Cresce la disoccupazione, in particolare quella dei nostri giovani. Si indebolisce il potere di acquisto e il costo della vita aumenta sempre più. L’Italia sta ancora peggio. La crescita italiana negli ultimi anni è stata addirittura inferiore a quella spagnola. Di fronte alla gravità di questa crisi sociale ed economica, la classe dirigente conservatrice  che ha governato il nostro Paese appare inadeguata. Aumentano gli scandali e i casi di cattiva politica e cresce tra i cittadini la convinzione che tutti i politici siano uguali. Come la fenice che risorge sempre dalle proprie ceneri, si riaffaccia persino Berlusconi che, attraverso un’operazione tanto abile quanto sguaiata, cerca di occultare il bilancio disastroso di dieci anni di malgoverno. Il sentiero per far ripartire il paese è stretto e servono serietà,  realismo e vicinanza ai problemi reali delle persone.  Bisogna ripartire da un’Italia più giusta.

La crisi ha aggravato le diseguaglianze

Serve giustizia perchè la crisi ha esacerbato le già gravissime diseguaglianze che dividono il nostro Paese. Negli ultimi venti anni l’Italia è diventata la sesta economia avanzata più socialmente squilibrata. Nella classifica mondiale sulle diseguaglianze pubblicata qualche giorno fa dall’Ocse, il nostro Paese si avvicina sempre più agli Stati Uniti. Aumentano anche le diseguaglianze territoriali, tra un Nord che sta male ma che resiste e un Mezzogiorno che soffre e rischia di trasformarsi in una “Grecia sociale”, quando invece è nel Meridione lo spazio economico e sociale in cui investire, dove l’Italia può ripartire e uscire più rapidamente dalla crisi. Questa situazione è il risultato congiunto delle politiche del  governo di Berlusconi che ci ha portato sull’orlo della bancarotta finanziaria e sociale  e dell’ austerity promossa e perseguita ancora ciecamente a livello europeo. Per difendere e costruire posti di lavoro, bisogna quindi cambiare pagina  a Roma come a Bruxelles.

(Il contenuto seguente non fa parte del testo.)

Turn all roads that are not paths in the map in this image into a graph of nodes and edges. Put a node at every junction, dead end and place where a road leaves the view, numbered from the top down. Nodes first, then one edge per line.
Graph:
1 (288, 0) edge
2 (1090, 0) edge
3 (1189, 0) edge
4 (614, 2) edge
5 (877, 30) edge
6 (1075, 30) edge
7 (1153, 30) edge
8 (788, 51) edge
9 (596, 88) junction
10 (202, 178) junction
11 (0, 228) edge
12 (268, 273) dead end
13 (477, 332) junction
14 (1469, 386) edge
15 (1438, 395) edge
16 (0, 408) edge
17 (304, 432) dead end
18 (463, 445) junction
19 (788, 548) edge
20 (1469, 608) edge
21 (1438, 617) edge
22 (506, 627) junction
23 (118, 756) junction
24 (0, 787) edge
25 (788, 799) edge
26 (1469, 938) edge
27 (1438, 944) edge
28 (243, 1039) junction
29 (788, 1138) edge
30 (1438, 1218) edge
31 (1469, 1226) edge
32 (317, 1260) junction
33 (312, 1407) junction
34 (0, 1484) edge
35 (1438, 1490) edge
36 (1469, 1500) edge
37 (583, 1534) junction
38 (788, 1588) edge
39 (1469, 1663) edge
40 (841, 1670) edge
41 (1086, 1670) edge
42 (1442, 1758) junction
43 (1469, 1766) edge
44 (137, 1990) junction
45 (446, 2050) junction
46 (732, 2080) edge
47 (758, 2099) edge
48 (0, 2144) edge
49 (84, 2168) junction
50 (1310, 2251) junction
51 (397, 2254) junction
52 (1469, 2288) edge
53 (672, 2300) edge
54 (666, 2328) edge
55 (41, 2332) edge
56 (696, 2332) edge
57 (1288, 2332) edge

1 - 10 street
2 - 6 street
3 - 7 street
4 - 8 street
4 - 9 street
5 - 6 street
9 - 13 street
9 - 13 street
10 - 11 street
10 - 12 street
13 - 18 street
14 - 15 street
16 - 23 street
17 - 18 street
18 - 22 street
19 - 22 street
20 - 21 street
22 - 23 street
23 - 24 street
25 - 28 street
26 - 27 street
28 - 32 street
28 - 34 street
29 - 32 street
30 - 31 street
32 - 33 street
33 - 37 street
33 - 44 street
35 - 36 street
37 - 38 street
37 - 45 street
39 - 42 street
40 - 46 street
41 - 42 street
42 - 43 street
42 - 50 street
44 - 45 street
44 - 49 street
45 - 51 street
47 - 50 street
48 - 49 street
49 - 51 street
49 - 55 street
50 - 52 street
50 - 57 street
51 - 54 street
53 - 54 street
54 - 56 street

La vittoria di Bersani per una nuova agenda dell’Europa

Se cambia l’Italia, se a Roma si incomincia  a parlare finalmente di lavoro e crescita, anche a Bruxelles cambierà la direzione del vento. Hollande sarà meno solo e assieme a Bersani potrà costruire un asse che sarà in grado di dialogare con la cancelliera Merkel non da una posizione di sudditanza ma al contrario di forza. La vittoria di Bersani consentirà di costruire una nuova agenda per l’Unione Europa che abbia come perno la battaglia contro le degenerazioni del sistema finanziario e bancario. Nei prossimi mesi, le istituzioni europee esamineranno importanti provvedimenti volti, in particolare, a regolamentare il sistema bancario, mentre si dovranno definire su ben altre basi le risorse messe a disposizione del bilancio europeo. Per voltare pagina sarà indispensabile il ruolo propulsore italiano. Per queste ragioni, le forze progressiste del continente guardano con grande speranza al voto italiano. In Europa e in Italia è necessario un cambiamento. Pier Luigi Bersani ne sarà l’artefice.